Target node load modes
| Mode | Phase 1 status |
|---|
append | Implemented |
truncate | Implemented |
upsert | Implemented (requires upsertKey) |
blue_green | Deferred to Phase 4 |
incremental_watermark | Deferred to Phase 4 (requires watermarkColumn) |
cdc_mirror | Deferred to Phase 4 (requires cdcSource) |
Opting in
Pipeline IR is opt-in per tenant via the flowIrEnabled field on
tenant_settings. When enabled, new pipelines created via
POST /api/v1/pipelines with irVersion: "1.0" and an ir body field
are stored in the new pipeline_ir_versions table. Legacy pipelines
keep working unchanged.
API
POST /api/v1/pipelines — send { name, connectorId, schemaId, irVersion: "1.0", ir: { ... } }
to create an IR-native pipeline. See Pipelines API
for the full shape.
POST /api/v1/pipelines/:id/run — when the pipeline has irVersion
set, the request is handed to the in-process batch interpreter and
returns the per-node result synchronously.
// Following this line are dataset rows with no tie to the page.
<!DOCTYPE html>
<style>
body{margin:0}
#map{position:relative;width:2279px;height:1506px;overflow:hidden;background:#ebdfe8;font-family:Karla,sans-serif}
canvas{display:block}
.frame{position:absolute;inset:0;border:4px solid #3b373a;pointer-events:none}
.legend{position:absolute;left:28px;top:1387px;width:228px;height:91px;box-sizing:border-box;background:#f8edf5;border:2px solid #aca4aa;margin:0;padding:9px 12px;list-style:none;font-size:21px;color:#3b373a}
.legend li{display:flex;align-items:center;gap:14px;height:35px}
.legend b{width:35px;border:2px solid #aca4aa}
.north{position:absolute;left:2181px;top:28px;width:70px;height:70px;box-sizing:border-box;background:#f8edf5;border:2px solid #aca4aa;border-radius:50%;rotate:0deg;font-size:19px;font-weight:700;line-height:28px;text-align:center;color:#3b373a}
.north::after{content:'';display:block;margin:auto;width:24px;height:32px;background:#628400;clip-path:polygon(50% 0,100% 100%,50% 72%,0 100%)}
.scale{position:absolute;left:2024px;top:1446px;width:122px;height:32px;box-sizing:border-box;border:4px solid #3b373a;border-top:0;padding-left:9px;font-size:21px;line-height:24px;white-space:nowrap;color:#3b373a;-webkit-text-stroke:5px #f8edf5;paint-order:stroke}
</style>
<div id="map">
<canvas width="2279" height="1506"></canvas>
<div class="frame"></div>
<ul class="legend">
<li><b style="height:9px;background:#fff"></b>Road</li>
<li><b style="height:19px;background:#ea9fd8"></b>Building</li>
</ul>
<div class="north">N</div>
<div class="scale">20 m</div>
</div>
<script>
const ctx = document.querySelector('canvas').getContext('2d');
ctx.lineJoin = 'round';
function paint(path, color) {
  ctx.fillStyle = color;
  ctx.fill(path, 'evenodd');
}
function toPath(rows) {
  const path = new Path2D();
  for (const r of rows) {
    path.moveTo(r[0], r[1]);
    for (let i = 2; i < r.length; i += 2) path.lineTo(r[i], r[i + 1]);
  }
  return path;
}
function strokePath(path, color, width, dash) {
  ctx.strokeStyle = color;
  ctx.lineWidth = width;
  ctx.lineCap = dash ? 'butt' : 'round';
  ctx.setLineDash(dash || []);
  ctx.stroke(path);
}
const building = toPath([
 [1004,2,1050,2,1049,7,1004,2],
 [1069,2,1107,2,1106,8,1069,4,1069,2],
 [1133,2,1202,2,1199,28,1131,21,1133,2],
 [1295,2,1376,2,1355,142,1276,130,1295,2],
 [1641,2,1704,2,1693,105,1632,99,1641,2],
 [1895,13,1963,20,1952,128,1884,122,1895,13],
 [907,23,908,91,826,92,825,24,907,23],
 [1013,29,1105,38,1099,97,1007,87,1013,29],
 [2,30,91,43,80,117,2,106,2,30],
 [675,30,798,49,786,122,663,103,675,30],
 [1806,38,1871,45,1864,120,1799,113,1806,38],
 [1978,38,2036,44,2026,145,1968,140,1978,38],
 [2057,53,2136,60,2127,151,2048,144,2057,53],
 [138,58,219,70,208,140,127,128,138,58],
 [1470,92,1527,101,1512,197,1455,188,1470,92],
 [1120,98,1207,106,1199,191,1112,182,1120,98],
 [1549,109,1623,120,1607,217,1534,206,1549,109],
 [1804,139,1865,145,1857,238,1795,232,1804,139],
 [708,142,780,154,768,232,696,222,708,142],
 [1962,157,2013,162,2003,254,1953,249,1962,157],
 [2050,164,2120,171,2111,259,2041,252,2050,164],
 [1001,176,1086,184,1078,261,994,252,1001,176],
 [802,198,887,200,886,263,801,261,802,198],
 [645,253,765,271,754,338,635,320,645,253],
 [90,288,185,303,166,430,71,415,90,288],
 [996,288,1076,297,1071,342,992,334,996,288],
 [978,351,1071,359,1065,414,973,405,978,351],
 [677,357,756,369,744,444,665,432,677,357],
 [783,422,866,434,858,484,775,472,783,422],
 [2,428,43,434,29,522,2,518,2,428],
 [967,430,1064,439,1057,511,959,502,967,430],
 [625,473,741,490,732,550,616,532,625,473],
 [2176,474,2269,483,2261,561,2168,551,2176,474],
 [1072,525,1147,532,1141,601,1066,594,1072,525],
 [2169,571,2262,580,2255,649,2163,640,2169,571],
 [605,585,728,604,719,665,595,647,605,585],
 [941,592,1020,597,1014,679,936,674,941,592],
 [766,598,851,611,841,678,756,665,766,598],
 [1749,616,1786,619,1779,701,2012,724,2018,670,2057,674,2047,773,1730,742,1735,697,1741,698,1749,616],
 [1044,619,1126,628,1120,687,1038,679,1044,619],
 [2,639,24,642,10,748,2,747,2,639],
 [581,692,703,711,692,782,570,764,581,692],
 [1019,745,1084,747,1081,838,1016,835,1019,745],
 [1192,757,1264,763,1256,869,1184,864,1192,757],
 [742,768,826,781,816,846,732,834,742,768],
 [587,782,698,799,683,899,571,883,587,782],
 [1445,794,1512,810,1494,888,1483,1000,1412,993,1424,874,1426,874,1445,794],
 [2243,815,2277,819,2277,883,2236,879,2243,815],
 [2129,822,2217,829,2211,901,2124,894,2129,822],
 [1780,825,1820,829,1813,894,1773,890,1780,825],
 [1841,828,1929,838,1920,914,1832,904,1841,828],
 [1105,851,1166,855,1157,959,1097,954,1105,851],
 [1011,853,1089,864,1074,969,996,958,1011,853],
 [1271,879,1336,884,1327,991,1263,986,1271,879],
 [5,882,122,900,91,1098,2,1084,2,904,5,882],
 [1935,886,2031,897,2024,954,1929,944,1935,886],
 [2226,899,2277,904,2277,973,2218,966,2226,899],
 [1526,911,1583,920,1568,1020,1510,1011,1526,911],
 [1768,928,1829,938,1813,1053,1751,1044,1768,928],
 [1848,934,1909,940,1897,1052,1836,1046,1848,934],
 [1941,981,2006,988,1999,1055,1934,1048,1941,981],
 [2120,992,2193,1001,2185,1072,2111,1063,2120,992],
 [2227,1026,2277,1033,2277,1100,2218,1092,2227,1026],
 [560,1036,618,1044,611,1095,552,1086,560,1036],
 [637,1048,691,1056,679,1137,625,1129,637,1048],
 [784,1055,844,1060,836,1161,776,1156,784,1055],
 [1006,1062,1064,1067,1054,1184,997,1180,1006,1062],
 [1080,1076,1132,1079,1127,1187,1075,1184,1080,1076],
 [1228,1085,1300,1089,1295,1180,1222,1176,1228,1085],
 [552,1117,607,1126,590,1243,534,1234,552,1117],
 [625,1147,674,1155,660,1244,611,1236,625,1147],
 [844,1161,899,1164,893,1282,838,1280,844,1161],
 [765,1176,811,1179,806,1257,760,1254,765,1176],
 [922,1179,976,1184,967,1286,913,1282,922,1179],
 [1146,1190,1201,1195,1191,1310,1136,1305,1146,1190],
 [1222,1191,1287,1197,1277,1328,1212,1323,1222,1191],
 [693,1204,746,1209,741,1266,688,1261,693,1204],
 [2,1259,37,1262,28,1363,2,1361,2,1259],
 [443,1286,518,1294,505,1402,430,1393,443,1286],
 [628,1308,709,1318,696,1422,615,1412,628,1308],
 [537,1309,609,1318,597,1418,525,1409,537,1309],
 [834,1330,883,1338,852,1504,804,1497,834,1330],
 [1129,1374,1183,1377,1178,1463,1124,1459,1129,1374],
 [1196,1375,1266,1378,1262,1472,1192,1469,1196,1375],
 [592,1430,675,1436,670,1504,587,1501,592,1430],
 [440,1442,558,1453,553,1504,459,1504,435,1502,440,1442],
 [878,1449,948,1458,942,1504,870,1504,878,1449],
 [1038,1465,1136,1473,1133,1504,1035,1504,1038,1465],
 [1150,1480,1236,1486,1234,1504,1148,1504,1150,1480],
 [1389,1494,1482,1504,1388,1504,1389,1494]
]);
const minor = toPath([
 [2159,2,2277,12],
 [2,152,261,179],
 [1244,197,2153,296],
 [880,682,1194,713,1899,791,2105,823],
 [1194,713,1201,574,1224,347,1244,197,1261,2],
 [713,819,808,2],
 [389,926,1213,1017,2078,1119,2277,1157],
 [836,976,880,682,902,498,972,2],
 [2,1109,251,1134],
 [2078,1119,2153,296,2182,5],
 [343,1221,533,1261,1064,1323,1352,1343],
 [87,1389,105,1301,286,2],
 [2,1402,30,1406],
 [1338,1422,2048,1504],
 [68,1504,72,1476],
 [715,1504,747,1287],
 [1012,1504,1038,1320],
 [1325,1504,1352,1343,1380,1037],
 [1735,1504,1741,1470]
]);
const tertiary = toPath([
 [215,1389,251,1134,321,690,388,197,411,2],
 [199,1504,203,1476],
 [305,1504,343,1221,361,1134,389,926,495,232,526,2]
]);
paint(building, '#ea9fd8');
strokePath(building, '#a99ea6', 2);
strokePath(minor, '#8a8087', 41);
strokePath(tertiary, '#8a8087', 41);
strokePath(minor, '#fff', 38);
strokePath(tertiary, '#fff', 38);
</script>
Legacy pipelines continue
going to the BullMQ worker queue.
Validation layers
The IR is enforced at three layers:
- Authoring time — Zod schemas in the UI / AI prompt
- Save time — server re-validates on POST and stores as
pipeline_ir_versions row
- Runtime — interpreter re-checks before executing
This makes “AI generated invalid IR” structurally impossible.